At long last, we have a back-and-forth. For the sake of the rivalry, that's a good thing. What fun would Michigan-Ohio State be if the same team won all the time? (OK, a bad example.)
In all seriousness, I'm curious to find out whether there will be any extra venom among Red Sox fans Sunday, when a national television audience tunes in to watch the old rivals play under the lights at Fenway Park. (Sounds like October already.)
We know New Englanders loathe the Yankees. But will the curse words bubble forth a little more often, given the built-in resentment toward any reigning champ?
The Yankees haven't played at Fenway while holding the title belt since Sunday, Sept. 2, 2001. That's better known as the night Carl Everett broke up Mike Mussina's perfect game bid with two out in the ninth inning.
New York won, 1-0, thanks to Enrique Wilson's double that scored Clay Bellinger. David Cone took the loss for Boston. Joe Kerrigan was managing the Red Sox.
You get the idea: This was a long time ago.
The rivalry reached its high ebb shortly thereafter, with those colossal seven-game encounters in the '03 and '04 American League playoffs. The teams have played memorable games since. But there's no way they mattered more.
We won't see anything like it again, because Boston's 86-year interregnum (and all the anxiety that went with it) was a subtext to every pitch.
But the bile and the pride and the passion?
Still there.
"Nothing has transpired to diminish the intensity of the rivalry," said Dr. Andrew Zimbalist, the sports business expert and economics professor at Smith College. "It is there in full glory."
"The intensity will never waver," asserted Dr. Harvey Frommer, a sports author and professor at Dartmouth College. "There is a strut in New England and a diss attitude in New York and a lot of vulgarity passed down through the generations."
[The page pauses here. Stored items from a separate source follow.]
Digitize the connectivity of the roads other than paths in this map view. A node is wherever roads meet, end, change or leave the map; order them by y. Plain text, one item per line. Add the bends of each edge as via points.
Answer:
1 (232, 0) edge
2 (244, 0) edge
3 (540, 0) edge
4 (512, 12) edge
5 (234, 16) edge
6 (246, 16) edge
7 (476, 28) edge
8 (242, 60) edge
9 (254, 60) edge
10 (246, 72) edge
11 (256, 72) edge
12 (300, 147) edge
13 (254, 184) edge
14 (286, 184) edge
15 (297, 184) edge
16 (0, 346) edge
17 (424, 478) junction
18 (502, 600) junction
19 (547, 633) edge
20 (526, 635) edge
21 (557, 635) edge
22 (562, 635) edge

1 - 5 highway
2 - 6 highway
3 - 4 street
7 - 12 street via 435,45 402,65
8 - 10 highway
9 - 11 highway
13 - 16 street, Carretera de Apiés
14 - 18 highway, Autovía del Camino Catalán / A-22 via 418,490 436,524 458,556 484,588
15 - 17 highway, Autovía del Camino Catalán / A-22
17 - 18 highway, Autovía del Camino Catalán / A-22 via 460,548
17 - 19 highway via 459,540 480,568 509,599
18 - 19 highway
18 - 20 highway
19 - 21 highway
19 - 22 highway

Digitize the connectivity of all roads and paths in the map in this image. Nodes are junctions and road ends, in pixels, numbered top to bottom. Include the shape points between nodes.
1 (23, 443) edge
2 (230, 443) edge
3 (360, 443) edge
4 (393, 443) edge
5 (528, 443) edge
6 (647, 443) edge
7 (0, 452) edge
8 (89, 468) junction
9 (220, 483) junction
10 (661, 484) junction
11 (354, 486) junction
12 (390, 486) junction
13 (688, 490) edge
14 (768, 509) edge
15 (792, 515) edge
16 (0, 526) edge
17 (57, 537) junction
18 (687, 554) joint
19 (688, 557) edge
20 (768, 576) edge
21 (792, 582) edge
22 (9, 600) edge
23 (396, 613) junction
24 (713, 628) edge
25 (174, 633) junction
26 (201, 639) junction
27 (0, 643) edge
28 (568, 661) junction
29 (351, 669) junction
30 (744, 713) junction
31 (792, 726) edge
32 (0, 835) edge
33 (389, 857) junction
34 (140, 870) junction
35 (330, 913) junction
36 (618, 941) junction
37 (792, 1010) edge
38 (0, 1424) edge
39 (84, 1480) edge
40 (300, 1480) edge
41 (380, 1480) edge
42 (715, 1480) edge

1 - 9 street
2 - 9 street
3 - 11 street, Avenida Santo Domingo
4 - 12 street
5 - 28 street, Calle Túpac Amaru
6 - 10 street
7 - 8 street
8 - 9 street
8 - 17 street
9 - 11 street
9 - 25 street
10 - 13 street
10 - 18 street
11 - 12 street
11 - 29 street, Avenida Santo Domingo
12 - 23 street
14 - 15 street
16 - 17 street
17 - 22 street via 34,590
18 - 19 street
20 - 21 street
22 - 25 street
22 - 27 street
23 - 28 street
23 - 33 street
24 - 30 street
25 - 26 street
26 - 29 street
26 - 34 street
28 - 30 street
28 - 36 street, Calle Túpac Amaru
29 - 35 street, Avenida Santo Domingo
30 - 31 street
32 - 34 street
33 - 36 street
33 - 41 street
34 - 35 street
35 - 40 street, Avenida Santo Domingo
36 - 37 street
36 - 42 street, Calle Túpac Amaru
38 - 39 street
And yet ... Five autumns have come and gone without the Red Sox and Yankees meeting in an ALCS. It was Boston's fault last year; the Angels swept their division series.
The drought is hard to figure. But it's not going to last.
This is the year.
Note the lower-case "t" and lower-case "y." Nothing profound. Nothing biblical. Nothing about curses or spells or any of that stuff.
It's far simpler than that: The Red Sox and Yankees are the two best teams in the majors. Sooner or later, they are going to end up in the same tavern.
And the noise will be earsplitting.
"The rivalry can't get any more heated than it has been," said Todd Greene, a backup catcher for the Yankees in 2001. "The Sox fans have a huge dislike for the Yankees. The Yankees fans will absolutely gloat and rub this latest championship in their face. However, Sox fans have reason to believe that they will be back in the World Series."
The casts have changed since last year -- and certainly since the teams' last postseason encounter, back when Ruben Sierra was a Yankee and Pokey Reese a Red Sox.
The Red Sox signed John Lackey, Adrian Beltre, Marco Scutaro and Mike Cameron.
Theme: pitching and defense.
The Yankees dealt for Curtis Granderson and Javier Vazquez, signed Nick Johnson, Chan Ho Park and Randy Winn.
Theme: seasoned pros who don't make loads of money.
Tampa Bay deserves all the positive attention it receives, but the Rays won't be able to keep up this year. The financial chasm is simply too great to overcome. In time, we will appreciate how great, and how rare, their 2008 pennant really was.
The Red Sox are my pick to win the division and World Series -- I'm a sucker for pitching and defense -- but both titles will come by the barest of margins. Remember that the 2009 season series finished 9-9, and that was after the Red Sox won the first eight.
This year, the series will stand 13-12 when it's all over. Advantage: Boston.